* DATA TO EXAMINE:
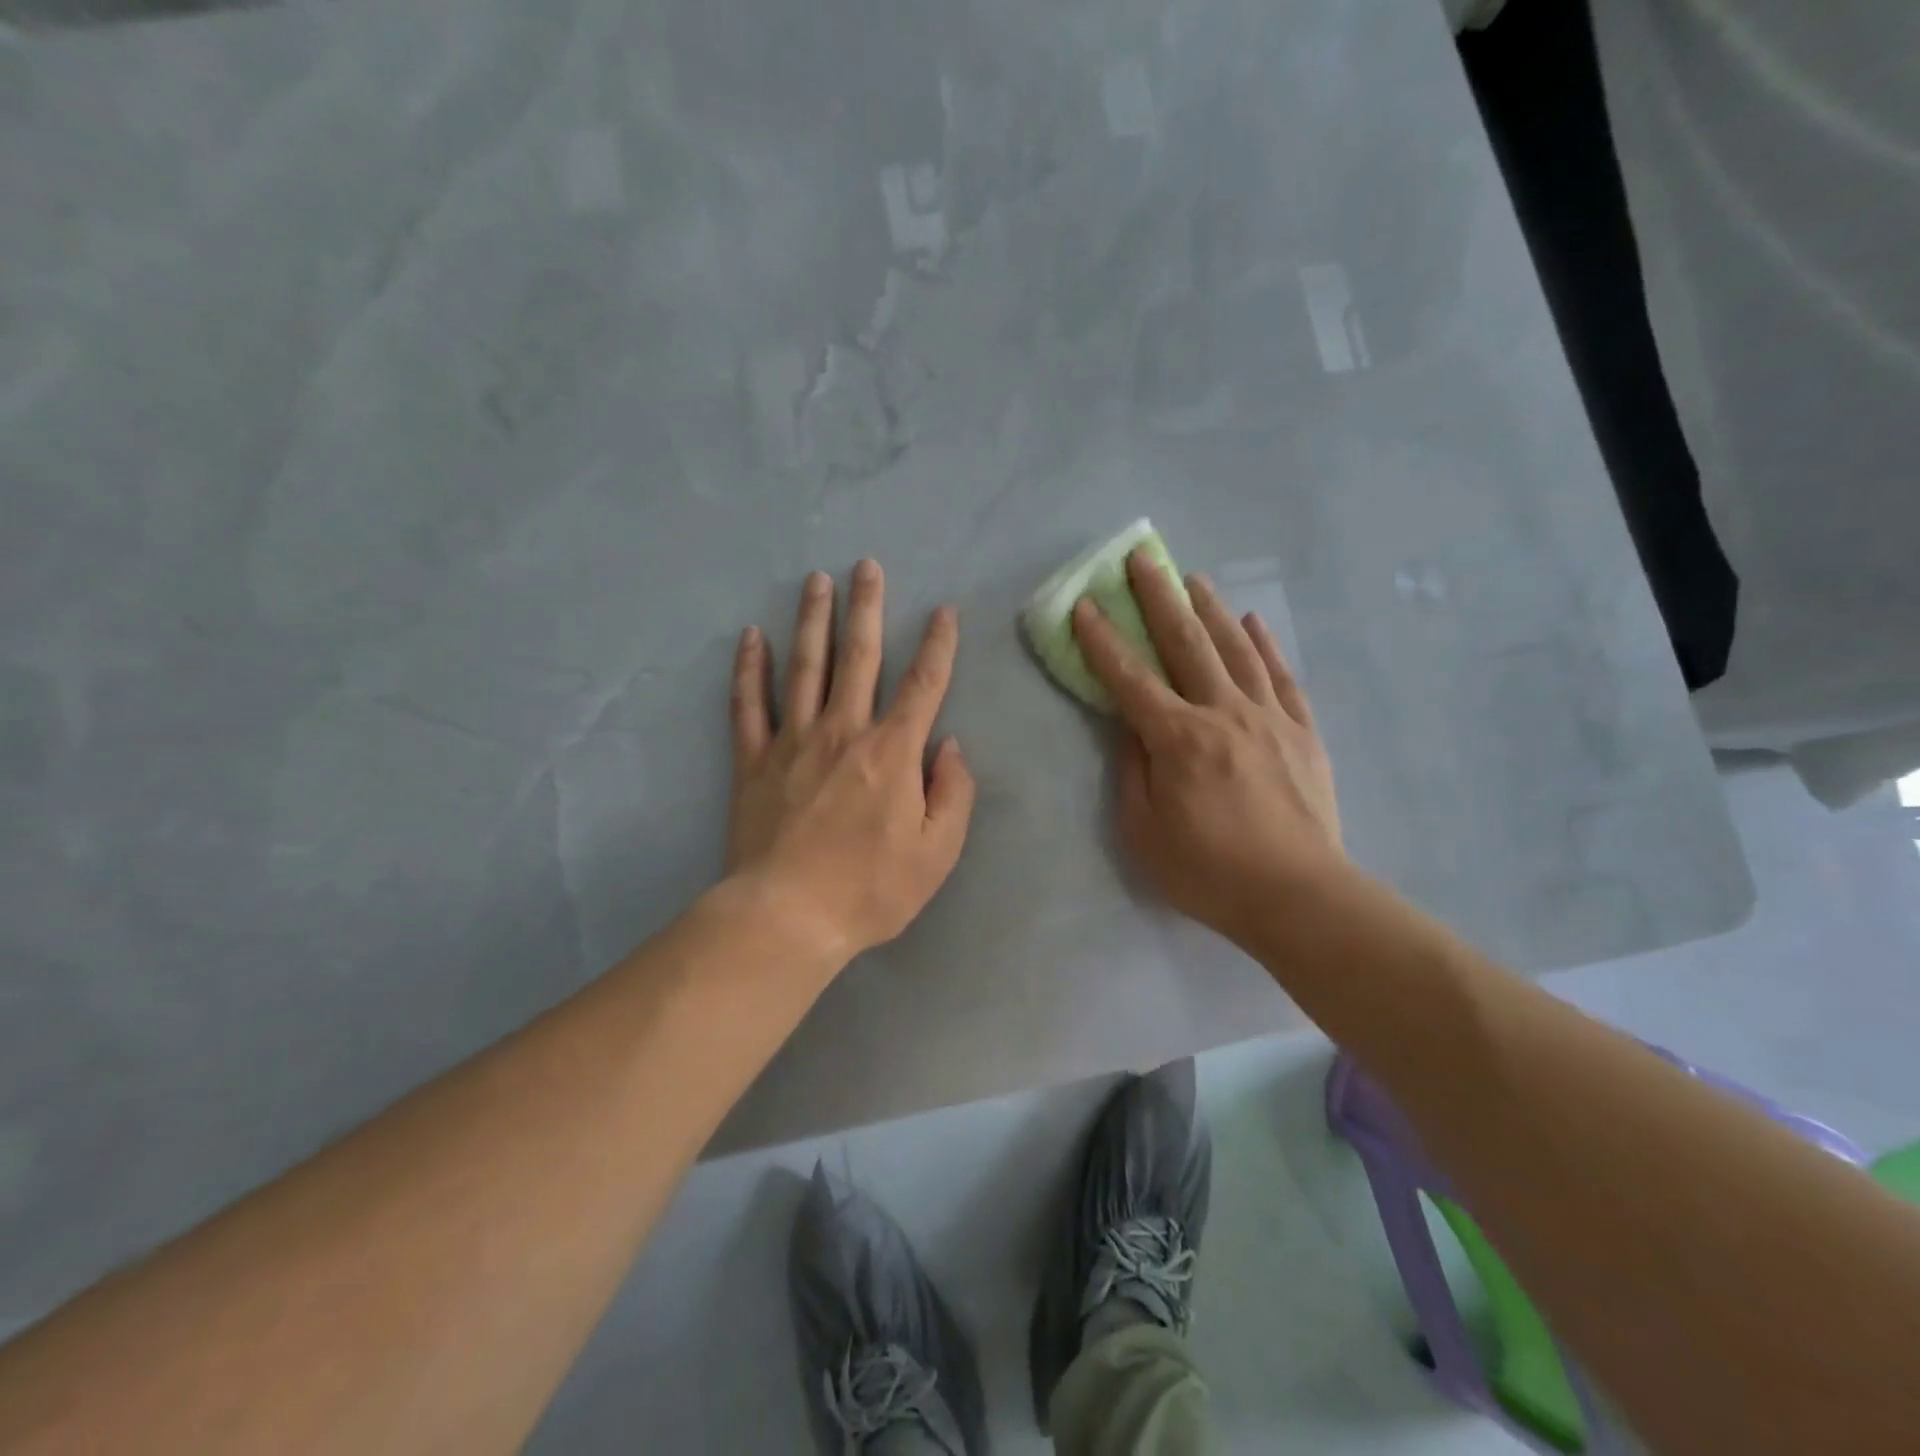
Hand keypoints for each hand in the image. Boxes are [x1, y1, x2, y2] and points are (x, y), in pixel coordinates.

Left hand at [726, 560, 975, 961]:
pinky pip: (749, 704)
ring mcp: (793, 741)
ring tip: (816, 581)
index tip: (944, 612)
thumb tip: (951, 747)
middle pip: (859, 657)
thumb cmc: (870, 889)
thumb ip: (954, 794)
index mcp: (893, 752)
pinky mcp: (754, 761)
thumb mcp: (937, 853)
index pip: (923, 685)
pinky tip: (751, 636)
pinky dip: (749, 669)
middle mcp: (844, 731)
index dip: (938, 646)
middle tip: (866, 566)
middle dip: (867, 608)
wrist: (787, 917)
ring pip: (805, 666)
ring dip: (813, 620)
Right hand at [1072, 551, 1343, 945]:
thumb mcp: (1143, 832)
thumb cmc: (1208, 871)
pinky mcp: (1302, 732)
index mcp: (1178, 740)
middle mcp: (1223, 714)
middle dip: (1159, 598)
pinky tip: (1252, 622)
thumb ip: (1132, 771)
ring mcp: (1269, 718)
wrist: (1298, 897)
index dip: (1103, 641)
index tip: (1085, 605)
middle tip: (1142, 559)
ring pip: (1235, 649)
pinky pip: (1281, 676)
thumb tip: (1129, 725)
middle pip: (1186, 644)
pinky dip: (1265, 645)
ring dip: (1211, 609)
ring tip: (1193, 579)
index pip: (1130, 679)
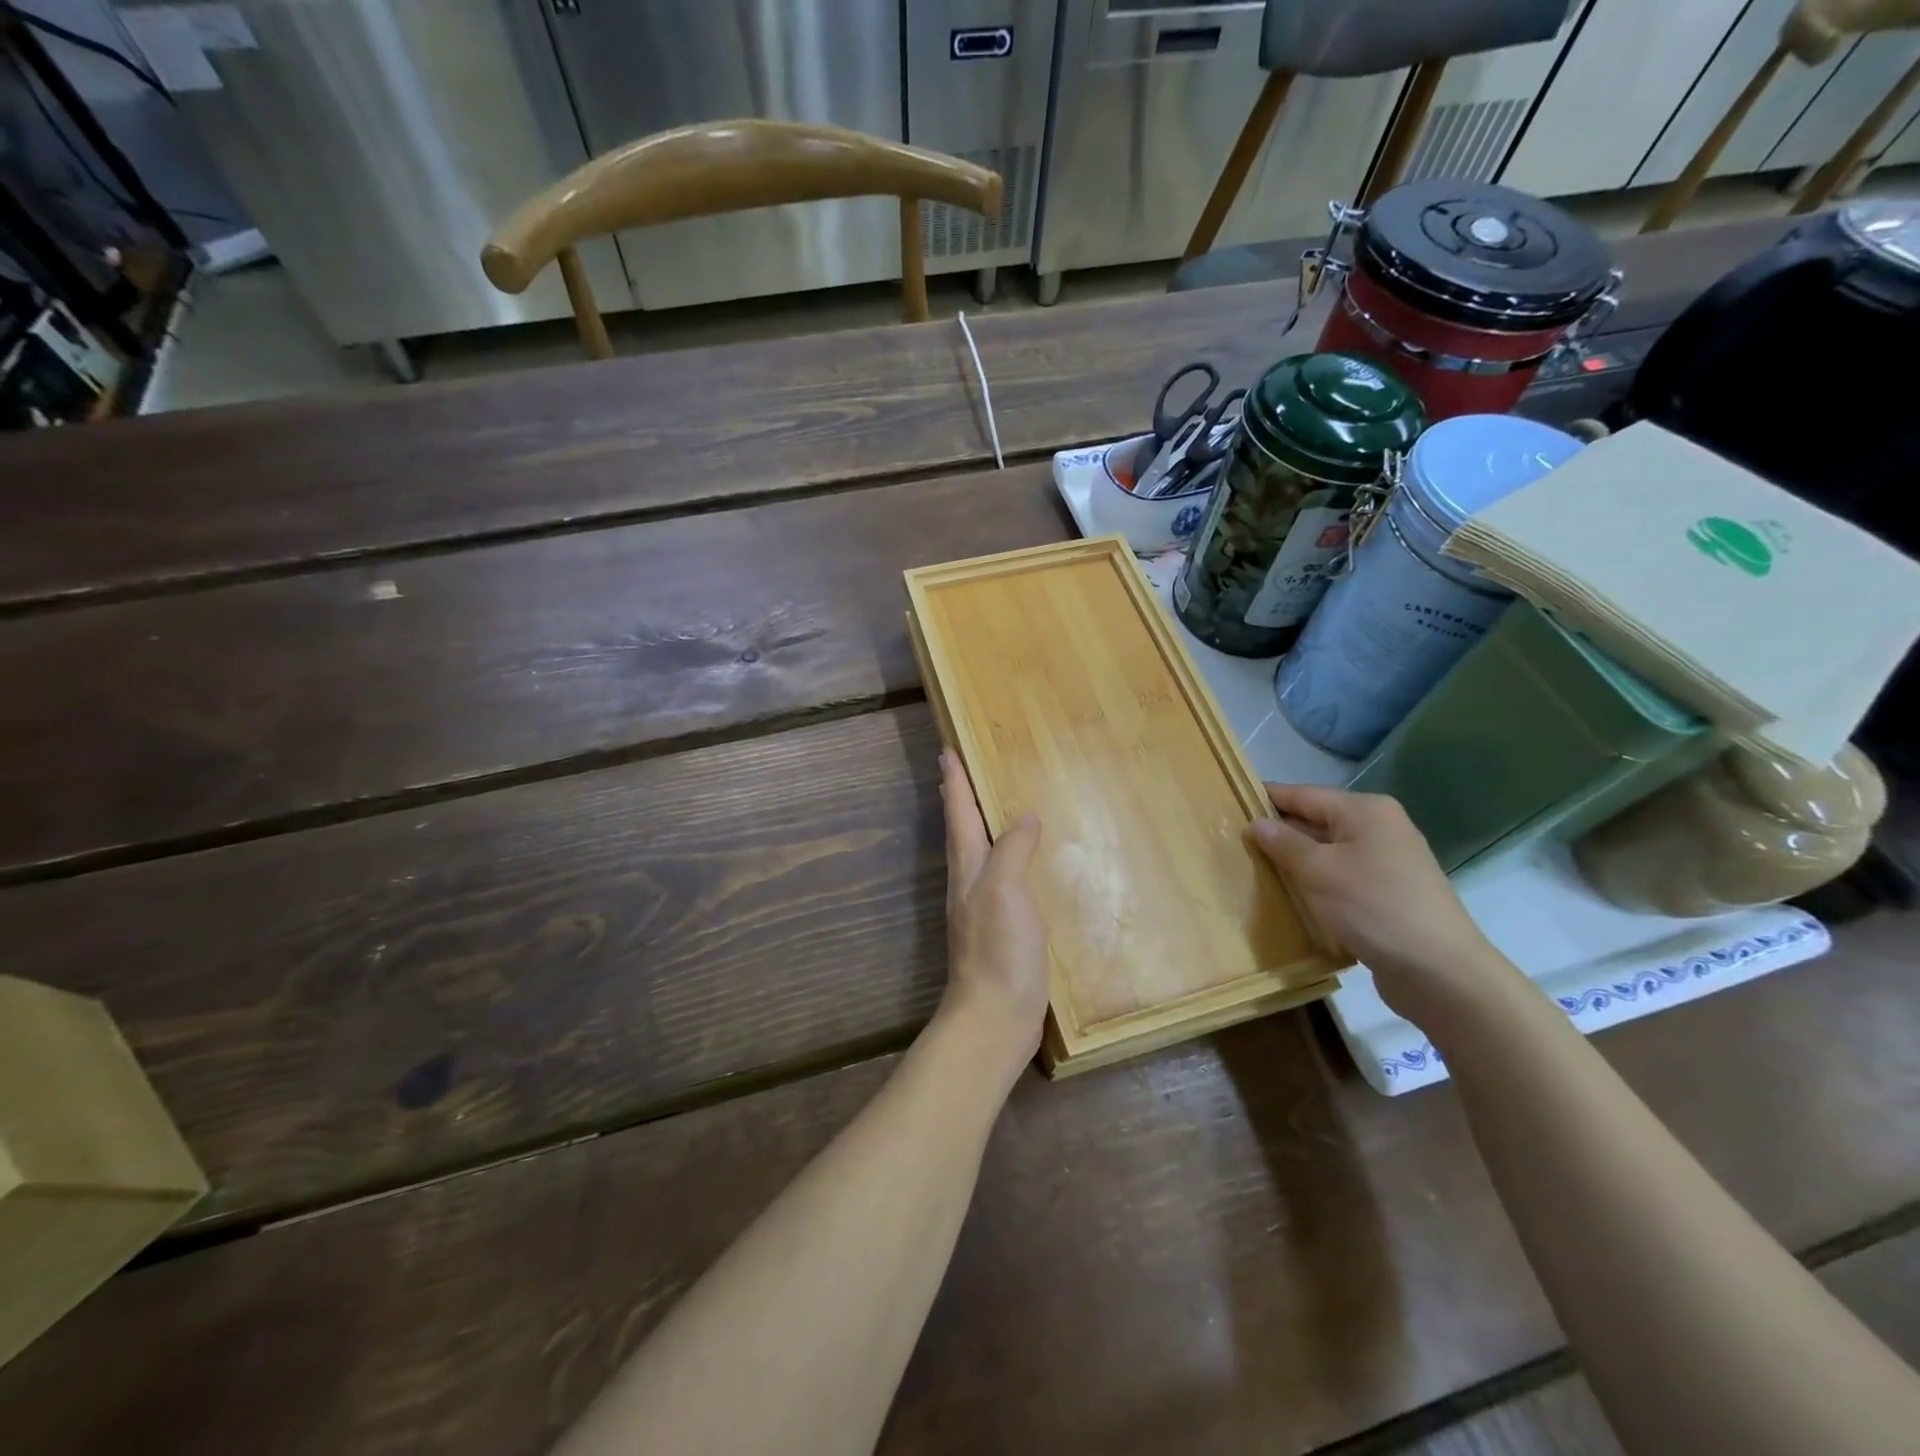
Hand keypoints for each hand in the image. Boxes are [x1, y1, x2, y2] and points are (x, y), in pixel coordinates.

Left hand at [937, 751, 1047, 1083]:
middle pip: (962, 831)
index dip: (954, 781)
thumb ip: (1012, 850)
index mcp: (968, 868)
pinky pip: (1002, 879)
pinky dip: (1007, 859)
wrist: (995, 1018)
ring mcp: (983, 909)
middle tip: (962, 769)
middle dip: (960, 798)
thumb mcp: (1005, 890)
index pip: (959, 813)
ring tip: (992, 806)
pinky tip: (1023, 864)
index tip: (946, 748)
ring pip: (980, 854)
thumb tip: (1024, 816)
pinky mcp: (1001, 931)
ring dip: (981, 826)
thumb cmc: (998, 950)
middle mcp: (970, 883)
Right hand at [1250, 783, 1518, 1026]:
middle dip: (1279, 832)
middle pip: (1317, 820)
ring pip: (1328, 851)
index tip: (1229, 802)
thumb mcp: (1318, 871)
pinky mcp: (1388, 894)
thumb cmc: (1373, 907)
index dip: (1266, 798)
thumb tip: (1257, 823)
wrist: (1440, 971)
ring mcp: (1388, 862)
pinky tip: (1292, 897)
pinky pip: (1341, 877)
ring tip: (1255, 869)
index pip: (1303, 794)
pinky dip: (1317, 882)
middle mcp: (1379, 828)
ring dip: (1296, 860)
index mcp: (1365, 811)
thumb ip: (1284, 843)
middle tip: (1234, 841)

* WHAT IS REQUIRED:
All lines from the one that holds "thumb mcp: (1318, 871)" to the end of the entries above must be transcribed exactly, both ends included, and no others.

* OUTPUT OF THE EXERCISE:
thumb mcp: (1318, 871)
pinky mcp: (1388, 894)
thumb cmc: (1373, 907)
index dip: (1266, 798)
thumb tip: (1257, 823)
wrist: (1440, 971)
ring mcp: (1388, 862)
pinky tip: (1292, 897)
pinky pip: (1341, 877)
ring tip: (1255, 869)
index pip: (1303, 794)
pinky dip: (1317, 882)
middle mcp: (1379, 828)
ring dip: (1296, 860)
index mcp: (1365, 811)
thumb ip: (1284, 843)
middle tip: (1234, 841)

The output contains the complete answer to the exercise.